1973 Forty years after its original publication a pirate edition of The Pianoforte was published by Da Capo Press, New York. The author was not consulted, not paid, and certainly not pleased. It was useless to protest, since American law offered no remedy, but she placed a notice in The Times to express her annoyance and disown the publication, stating clearly that it was published without authority, and again saying that she was preparing a revised edition herself.
1976 Her brother Tom died. How much of her time and attention was taken up by caring for her brother we will never know.
1978 Her long-awaited second edition of The Pianoforte was at last published — but on examination it turns out to be a photo reprint with just a few trivial changes. Many serious mistakes that could be forgiven in a ground-breaking book by a 33 year old were not corrected, and can be seen in her magnum opus to this day. It seems that her travels in 1930 did not include Salzburg or Vienna, so Mozart's piano isn't mentioned. The gaping hole at the centre of her work is the failure to give any adequate account of Viennese pianos of the classical period. Nearing 80 years of age, and out of touch with recent research, she was simply not equal to the task.
1982 After living at many addresses in Cambridgeshire, Rosamond Harding died at her cottage in Southwold, Suffolk. (A short walk from the sea front, and facing an attractive village green, it is now a holiday home. To locate it via search engines type: Jersey Lodge, Southwold.) Her body was carried back to Cambridge where she entered the gates of her much-loved home at Madingley Hall for the first time since 1948. I could find no grave marker in the churchyard, but her name was added to the small family monument inside the church.
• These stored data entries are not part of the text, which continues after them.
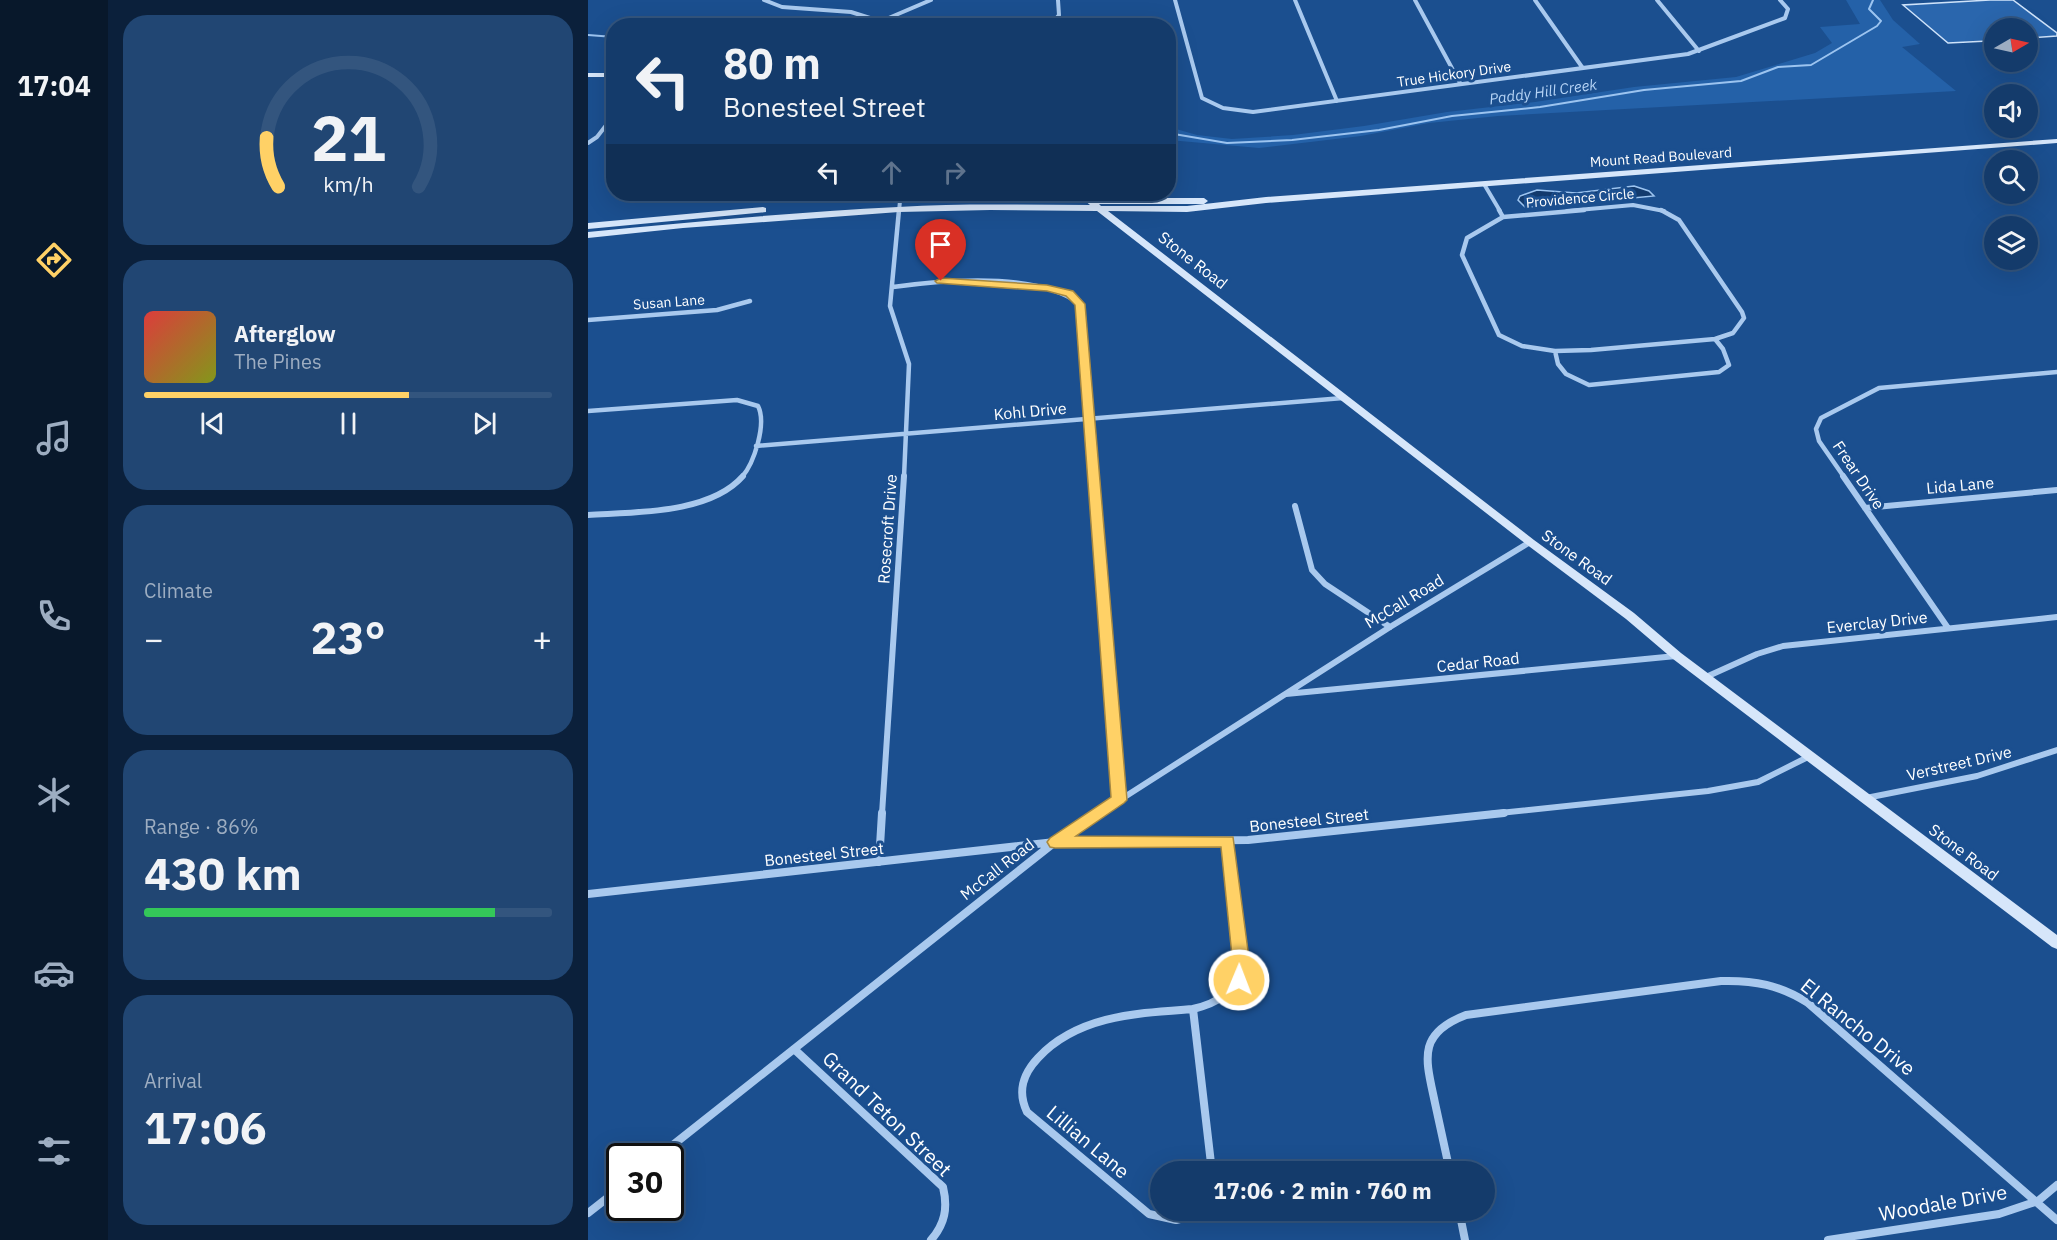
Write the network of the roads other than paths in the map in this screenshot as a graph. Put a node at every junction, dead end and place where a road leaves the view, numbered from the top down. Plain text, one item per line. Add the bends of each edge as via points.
1 (764, 0) edge
2 (931, 0) edge
3 (1058, 0) edge
4 (1175, 0) edge
5 (1295, 0) edge
6 (1415, 0) edge
7 (1535, 0) edge
8 (1657, 0) edge
9 (1780, 0) edge
10 (875, 18) edge
11 (888, 18) edge
12 (1057, 18) edge
13 (1700, 51) junction
14 (1582, 66) junction
15 (588, 75) edge
16 (606, 75) edge
17 (1460, 83) junction
18 (1337, 101) junction
19 (606, 125) edge
20 (2057, 141) edge
21 (588, 143) edge
22 (1484, 184) junction
23 (1266, 200) junction
24 (975, 201) edge
25 (1091, 201) edge
26 (1176, 201) edge
27 (900, 205) junction
28 (1175, 209) junction
29 (1102, 210) junction
30 (1503, 217) junction
31 (588, 224) edge
32 (588, 235) edge
33 (1139, 239) junction
34 (893, 287) junction
35 (750, 302) dead end
36 (588, 320) edge
37 (1715, 339) junction
38 (1555, 351) junction
39 (2057, 372) edge
40 (1343, 398) junction
41 (588, 411) edge
42 (1089, 420) junction
43 (907, 434) junction
44 (756, 446) junction
45 (2057, 490) edge
46 (1295, 506) dead end
47 (1865, 507) junction
48 (588, 515) edge
49 (1530, 542) junction
50 (2057, 617) edge
51 (1390, 627) junction
52 (1948, 628) junction
53 (1677, 656) junction
54 (1706, 677) junction
55 (1282, 695) junction
56 (2057, 750) edge
57 (1810, 756) junction
58 (1865, 798) junction
59 (1119, 800) junction
60 (1228, 841) junction
61 (1055, 842) junction
62 (879, 862) junction
63 (588, 894) edge
64 (2057, 943) edge
65 (1193, 1009) junction
66 (794, 1049) junction
67 (675, 1143) edge
68 (1211, 1161) edge
69 (1447, 1161) edge
70 (2057, 1185) edge
71 (606, 1199) edge
72 (2038, 1201) junction
73 (588, 1213) edge
74 (1150, 1214) edge
75 (2057, 1220) edge
76 (1461, 1221) edge
77 (931, 1240) edge
78 (1465, 1240) edge
79 (1828, 1240) edge

1 - 10 street via 782,7 851,12
2 - 11 street
3 - 12 street
4 - 18 street, True Hickory Drive via 1199,93 1206,100 1223,108 1253,112
5 - 18 street
6 - 17 street
7 - 14 street
8 - 13 street
9 - 13 street, True Hickory Drive via 1788,9 1785,18
13 - 14 street, True Hickory Drive
14 - 17 street, True Hickory Drive
15 - 16 main road
17 - 18 street, True Hickory Drive
19 - 21 street
20 - 22 main road, Mount Read Boulevard
22 - 23 main road, Mount Read Boulevard
22 - 30 street, Providence Circle
23 - 26 main road, Mount Read Boulevard
23 - 28 main road, Mount Read Boulevard
24 - 27 main road, Mount Read Boulevard
25 - 29 main road, Stone Road
27 - 29 main road, Mount Read Boulevard
27 - 31 main road, Mount Read Boulevard
27 - 32 main road, Mount Read Boulevard
27 - 34 street, Rosecroft Drive
28 - 29 main road, Mount Read Boulevard
28 - 33 main road via 1148,213 1134,221
29 - 33 main road, Stone Road
30 - 37 street, Providence Circle via 1633,206 1671,213 1684,226 1744,318 1736,332
30 - 38 street, Providence Circle via 1467,238 1462,255 1499,335 1522,346
33 - 40 main road, Stone Road
34 - 42 street via 958,281 1070,293 1080,304
34 - 43 street, Rosecroft Drive via 890,306 909,364
35 - 36 street, Susan Lane via 717,310
37 - 38 street, Providence Circle
37 - 38 street via 1729,365 1719,372 1588,385 1571,379 1559,366
39 - 47 street, Frear Drive via 1879,388 1826,414 1816,429 1819,441
40 - 42 street, Kohl Drive
40 - 49 main road, Stone Road
41 - 44 street via 746,401 761,411
42 - 43 street, Kohl Drive
42 - 59 street
43 - 44 street, Kohl Drive
43 - 62 street, Rosecroft Drive
44 - 48 street via 753,461 741,478 719,494 682,506
45 - 47 street, Lida Lane
46 - 51 street via 1312,570 1325,584
47 - 52 street, Frear Drive
49 - 51 street, McCall Road
49 - 53 main road, Stone Road
50 - 52 street, Everclay Drive
51 - 55 street, McCall Road
52 - 54 street, Everclay Drive via 1783,646
53 - 54 main road, Stone Road
53 - 55 street, Cedar Road
54 - 57 main road, Stone Road
55 - 59 street, McCall Road
56 - 58 street, Verstreet Drive via 1977,776
57 - 58 main road, Stone Road
57 - 60 street, Bonesteel Street via 1758,782 1708,791
58 - 64 main road, Stone Road
59 - 61 street, McCall Road
60 - 61 street, Bonesteel Street
60 - 65 street, Lillian Lane via 1240,973 1223,999
61 - 62 street, Bonesteel Street
61 - 66 street, McCall Road
62 - 63 street, Bonesteel Street
65 - 68 street
65 - 74 street, Lillian Lane via 1131,1014 1088,1025 1058,1040 1024,1074 1020,1095 1027,1112
66 - 67 street, McCall Road
66 - 77 street, Grand Teton Street via 943,1187 947,1201 945,1219
69 - 72 street, El Rancho Drive via 1428,1076 1427,1048 1442,1026 1466,1015 1721,981 1756,981 1774,985 1808,1002
70 - 72 street, Woodale Drive
71 - 73 street
72 - 75 street, El Rancho Drive
72 - 79 street, Woodale Drive via 1999,1215
76 - 78 street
With no surviving family member to check on the stone mason her surname was not included. There is a brass plate on the organ indicating that it was a gift from Rosamond's grandparents in 1908.
1982 By her will the Victoria & Albert Museum was offered her residual instrument collection, but this offer was declined. No instruments from her collection can be located at present, but presumably one of the known Zumpe & Buntebart pianos of 1769 would have been hers. She certainly owned a very handsome 1812 Broadwood (shown in her book, page 302), and other instruments, but none can be identified today.
1989 A posthumous second reprint of the 'second edition' of The Piano-forte was brought out, which is still available and often consulted by students of music — unhappily, with none of its faults corrected.